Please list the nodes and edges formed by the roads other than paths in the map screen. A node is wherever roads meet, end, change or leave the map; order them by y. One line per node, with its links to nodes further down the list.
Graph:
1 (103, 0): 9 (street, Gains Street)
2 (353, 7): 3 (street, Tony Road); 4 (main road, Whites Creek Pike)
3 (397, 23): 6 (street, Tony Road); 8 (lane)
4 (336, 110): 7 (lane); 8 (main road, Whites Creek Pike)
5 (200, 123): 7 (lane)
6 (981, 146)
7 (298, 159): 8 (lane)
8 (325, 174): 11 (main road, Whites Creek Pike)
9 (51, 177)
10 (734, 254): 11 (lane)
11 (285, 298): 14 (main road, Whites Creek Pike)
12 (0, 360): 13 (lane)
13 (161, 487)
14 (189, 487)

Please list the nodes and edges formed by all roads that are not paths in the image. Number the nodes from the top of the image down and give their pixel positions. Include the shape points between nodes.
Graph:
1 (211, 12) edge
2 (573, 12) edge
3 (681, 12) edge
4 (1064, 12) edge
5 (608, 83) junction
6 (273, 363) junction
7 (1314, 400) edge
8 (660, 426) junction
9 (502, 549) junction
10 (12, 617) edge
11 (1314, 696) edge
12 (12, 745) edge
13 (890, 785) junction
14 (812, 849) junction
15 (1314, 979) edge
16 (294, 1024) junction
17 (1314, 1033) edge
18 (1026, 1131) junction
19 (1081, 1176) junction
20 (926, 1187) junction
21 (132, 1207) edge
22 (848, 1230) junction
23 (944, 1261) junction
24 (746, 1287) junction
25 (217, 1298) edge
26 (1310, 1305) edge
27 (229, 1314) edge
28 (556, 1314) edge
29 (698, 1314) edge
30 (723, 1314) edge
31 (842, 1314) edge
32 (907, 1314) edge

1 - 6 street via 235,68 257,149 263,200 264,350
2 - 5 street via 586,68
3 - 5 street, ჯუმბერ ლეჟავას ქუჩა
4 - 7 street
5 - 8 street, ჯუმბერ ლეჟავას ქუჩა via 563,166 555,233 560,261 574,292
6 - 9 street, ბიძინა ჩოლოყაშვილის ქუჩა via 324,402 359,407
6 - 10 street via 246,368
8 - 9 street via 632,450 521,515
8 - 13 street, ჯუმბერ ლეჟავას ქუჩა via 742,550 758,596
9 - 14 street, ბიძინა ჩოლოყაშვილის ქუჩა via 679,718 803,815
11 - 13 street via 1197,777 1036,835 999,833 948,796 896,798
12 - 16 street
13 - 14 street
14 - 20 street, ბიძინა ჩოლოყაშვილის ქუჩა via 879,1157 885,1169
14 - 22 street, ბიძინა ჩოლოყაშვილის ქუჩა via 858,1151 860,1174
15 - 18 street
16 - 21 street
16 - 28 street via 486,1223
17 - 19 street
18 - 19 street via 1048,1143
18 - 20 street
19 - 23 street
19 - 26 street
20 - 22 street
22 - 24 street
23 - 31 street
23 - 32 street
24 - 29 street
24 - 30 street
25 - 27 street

• [WHAT IS BEING ASKED]:
All of the lines above must be returned exactly.

• [SOLUTION BELOW]:
Please list the nodes and edges formed by the roads other than paths in the map screen. A node is wherever roads meet, end, change or leave the map; order them by y. One line per node, with its links to nodes further down the list.
Graph:
1 (103, 0): 9 (street, Gains Street)
2 (353, 7): 3 (street, Tony Road); 4 (main road, Whites Creek Pike)
3 (397, 23): 6 (street, Tony Road); 8 (lane)
4 (336, 110): 7 (lane); 8 (main road, Whites Creek Pike)
5 (200, 123): 7 (lane)
6 (981, 146)
7 (298, 159): 8 (lane)
8 (325, 174): 11 (main road, Whites Creek Pike)
9 (51, 177)
10 (734, 254): 11 (lane)
11 (285, 298): 14 (main road, Whites Creek Pike)
12 (0, 360): 13 (lane)
13 (161, 487)
14 (189, 487)

Please list the nodes and edges formed by all roads that are not paths in the image. Number the nodes from the top of the image down and give their pixel positions. Include the shape points between nodes.
Graph:
1 (211, 12) edge
2 (573, 12) edge
3 (681, 12) edge
4 (1064, 12) edge
5 (608, 83) junction
6 (273, 363) junction
7 (1314, 400) edge
8 (660, 426) junction
9 (502, 549) junction
10 (12, 617) edge
11 (1314, 696) edge
12 (12, 745) edge
13 (890, 785) junction
14 (812, 849) junction
15 (1314, 979) edge
16 (294, 1024) junction
17 (1314, 1033) edge
18 (1026, 1131) junction
19 (1081, 1176) junction
20 (926, 1187) junction
21 (132, 1207) edge
22 (848, 1230) junction
23 (944, 1261) junction
24 (746, 1287) junction
25 (217, 1298) edge
26 (1310, 1305) edge
27 (229, 1314) edge
28 (556, 1314) edge
29 (698, 1314) edge
30 (723, 1314) edge
31 (842, 1314) edge
32 (907, 1314) edge

1 - 6 street via 235,68 257,149 263,200 264,350
2 - 5 street via 586,68
3 - 5 street, ჯუმბერ ლეჟავას ქუჩა
4 - 7 street
5 - 8 street, ჯუმბერ ლეჟავას ქუჩა via 563,166 555,233 560,261 574,292
6 - 9 street, ბიძინა ჩოლოყაშვილის ქუჩა via 324,402 359,407
6 - 10 street via 246,368
8 - 9 street via 632,450 521,515
8 - 13 street, ჯუმბერ ლეჟავას ქუჩა via 742,550 758,596
9 - 14 street, ბიძინა ჩოლოყაშვილის ქუჩა via 679,718 803,815
11 - 13 street via 1197,777 1036,835 999,833 948,796 896,798
12 - 16 street
13 - 14 street
14 - 20 street, ბიძინა ჩოლოყაშვილის ქუჩა via 879,1157 885,1169
14 - 22 street, ბიძინა ჩოლოყაშვილის ქუჩა via 858,1151 860,1174
15 - 18 street
16 - 21 street
16 - 28 street via 486,1223
17 - 19 street
18 - 19 street via 1048,1143
18 - 20 street
19 - 23 street
19 - 26 street
20 - 22 street
22 - 24 street
23 - 31 street
23 - 32 street
24 - 29 street
24 - 30 street
25 - 27 street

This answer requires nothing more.